L’Italie renforce l’encadrement de l’intelligence artificielle dans le monde du travail. Les décisions concernant le recrutement, l’évolution ou la rupture du contrat de travail ne pourront pas reposer uniquement sur un système d’IA : la décision finale devra rester humaine.
Le Conseil des ministres italien a approuvé deux premiers décrets d’application de sa loi nationale sur l’intelligence artificielle.
Le texte vise notamment les usages de l’IA dans les relations de travail : recrutement, modification du contrat, sanctions disciplinaires ou licenciement.
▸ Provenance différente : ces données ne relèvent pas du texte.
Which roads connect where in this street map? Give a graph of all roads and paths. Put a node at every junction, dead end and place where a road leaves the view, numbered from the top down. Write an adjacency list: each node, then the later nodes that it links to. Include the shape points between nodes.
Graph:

Une décision humaine obligatoire
Les décisions ayant un impact direct sur la vie professionnelle d’un salarié ne pourront pas être prises uniquement sur la base d’un système d’intelligence artificielle.
La décision finale devra être prise par une personne physique, qui restera responsable du choix effectué.
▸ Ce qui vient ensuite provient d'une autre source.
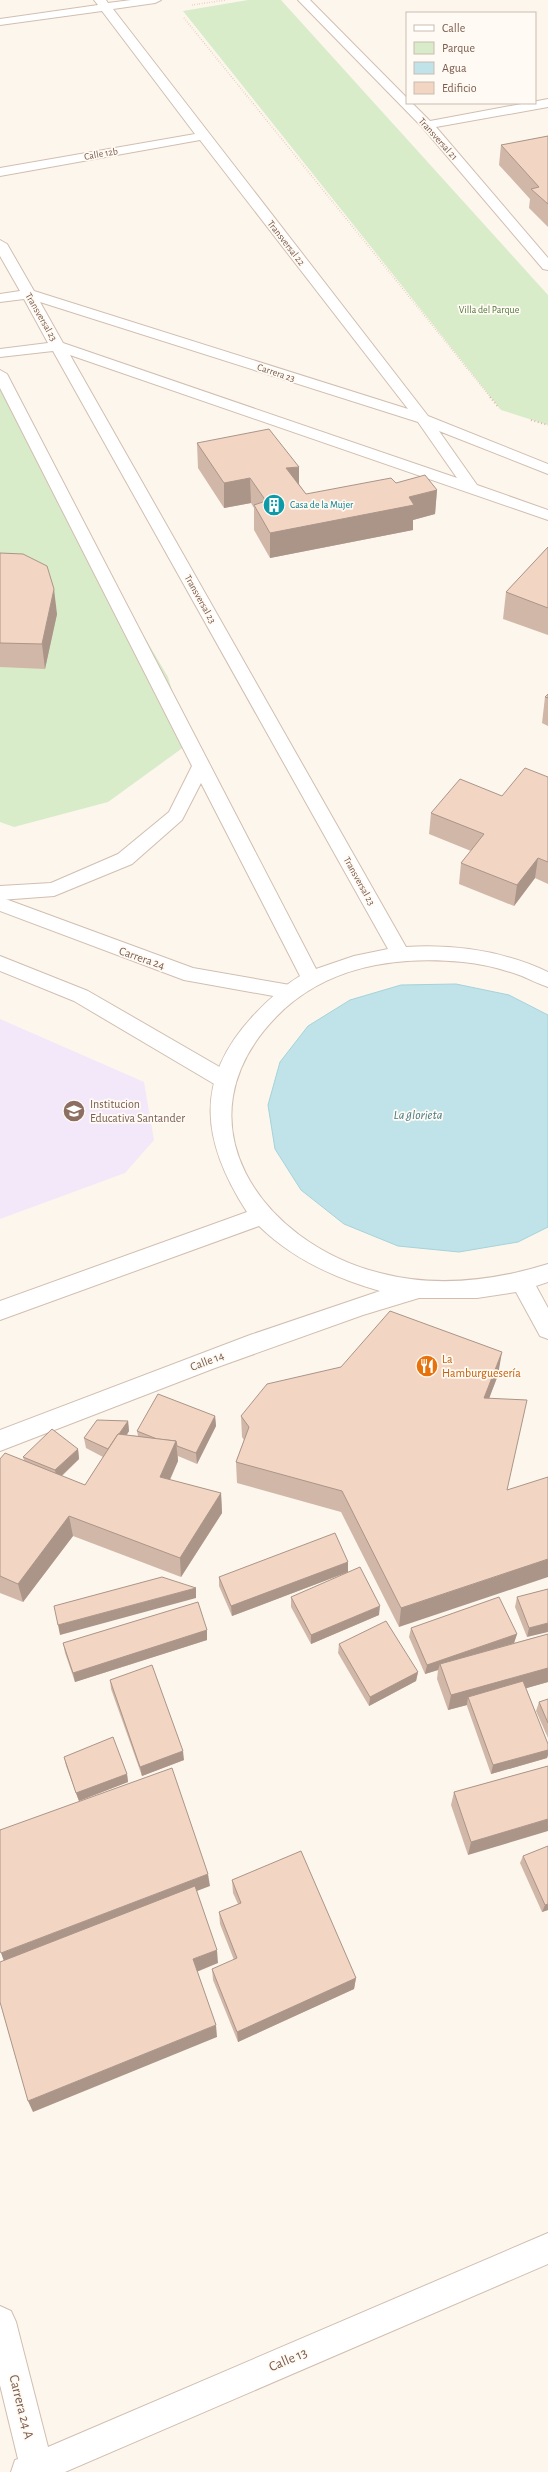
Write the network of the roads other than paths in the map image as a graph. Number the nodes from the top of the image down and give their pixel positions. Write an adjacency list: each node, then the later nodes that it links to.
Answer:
1 (155, 0): 3 (street)
2 (304, 0): 6 (street, Transversal 21)
3 (103, 3): 4 (street); 7 (street, Transversal 22)
4 (0, 22)
5 (548, 103): 6 (street)
6 (427, 126): 10 (street, Transversal 21)
7 (203, 136): 8 (street, Calle 12b); 16 (street, Transversal 22)
8 (0, 172)
9 (0, 244): 11 (street, Transversal 23)
10 (548, 266)
11 (28, 294): 12 (street, Carrera 23); 13 (street, Transversal 23); 16 (street, Carrera 23)
12 (0, 298)
13 (57, 346): 14 (street); 18 (street); 23 (street, Transversal 23)
14 (0, 353)
15 (0, 374): 20 (street)
16 (423, 419): 17 (street, Carrera 23); 18 (street, Transversal 22)
17 (548, 469)
18 (471, 488): 19 (street)
19 (548, 515)
20 (201, 766): 21 (street); 25 (street)
21 (0, 894)
22 (0, 904): 27 (street, Carrera 24)
23 (400, 954): 25 (street); 26 (street)
24 (0, 964): 28 (street)
25 (311, 979): 27 (street)
26 (548, 980)
27 (290, 992): 28 (street)
28 (223, 1079): 29 (street)
29 (262, 1216): 32 (street); 33 (street)
30 (548, 1273): 31 (street)
31 (522, 1282): 32 (street); 34 (street)
32 (418, 1290): 35 (street, Calle 14)
33 (0, 1311)
34 (548, 1329)
35 (0, 1441)
36 (548, 2248): 38 (street, Calle 13)
37 (0, 2322): 38 (street, Carrera 24 A)
38 (32, 2470)

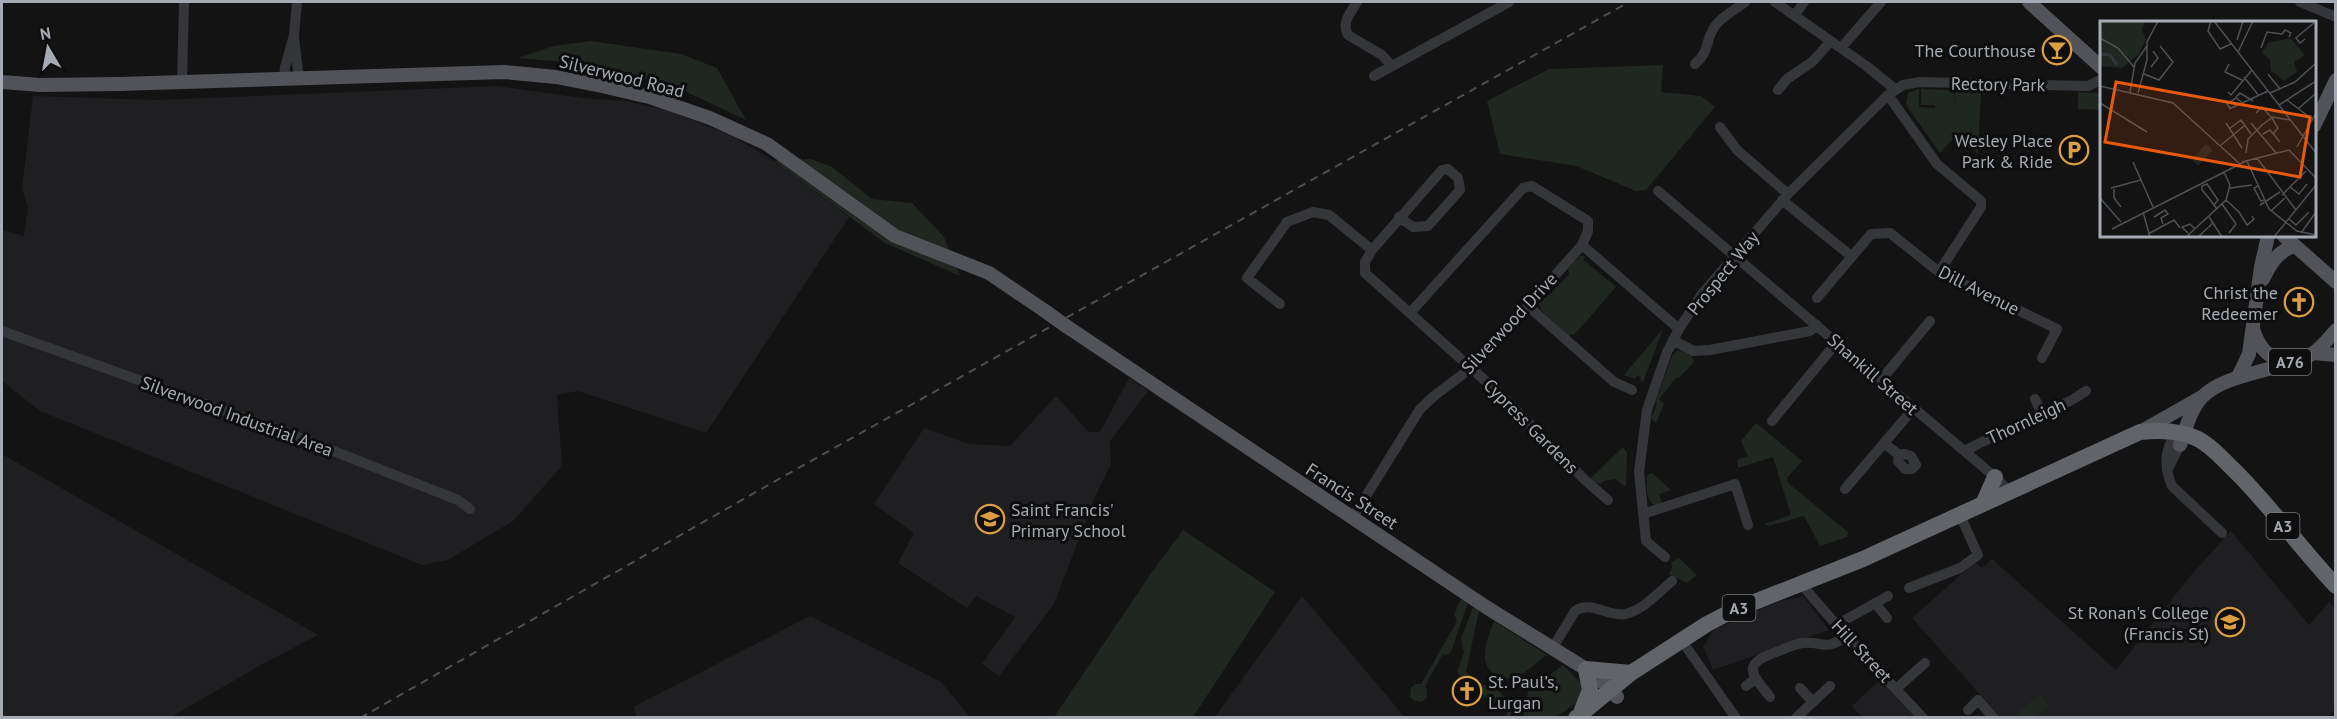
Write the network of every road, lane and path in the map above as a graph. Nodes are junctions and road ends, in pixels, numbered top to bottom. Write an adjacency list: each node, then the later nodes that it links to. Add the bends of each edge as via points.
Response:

Un droit à l’explication pour les travailleurs
Les salariés concernés par une décision ayant un impact sur leur parcours professionnel pourront demander à en comprendre les raisons.
Les explications devront être compréhensibles, vérifiables et pouvoir être rattachées à un décideur humain clairement identifié.
Une approche « anthropocentrique » de l’intelligence artificielle
L’Italie présente son dispositif comme une approche centrée sur l’humain : l’innovation technologique doit rester compatible avec la dignité, les droits fondamentaux et la responsabilité humaine.
L’objectif n’est donc pas d’interdire l’IA dans le monde du travail, mais d’éviter qu’elle ne se substitue totalement à l’appréciation humaine dans les décisions les plus sensibles.
Informer et former les salariés
L’introduction de systèmes d’intelligence artificielle dans l’entreprise devra également tenir compte de la santé et de la sécurité des travailleurs.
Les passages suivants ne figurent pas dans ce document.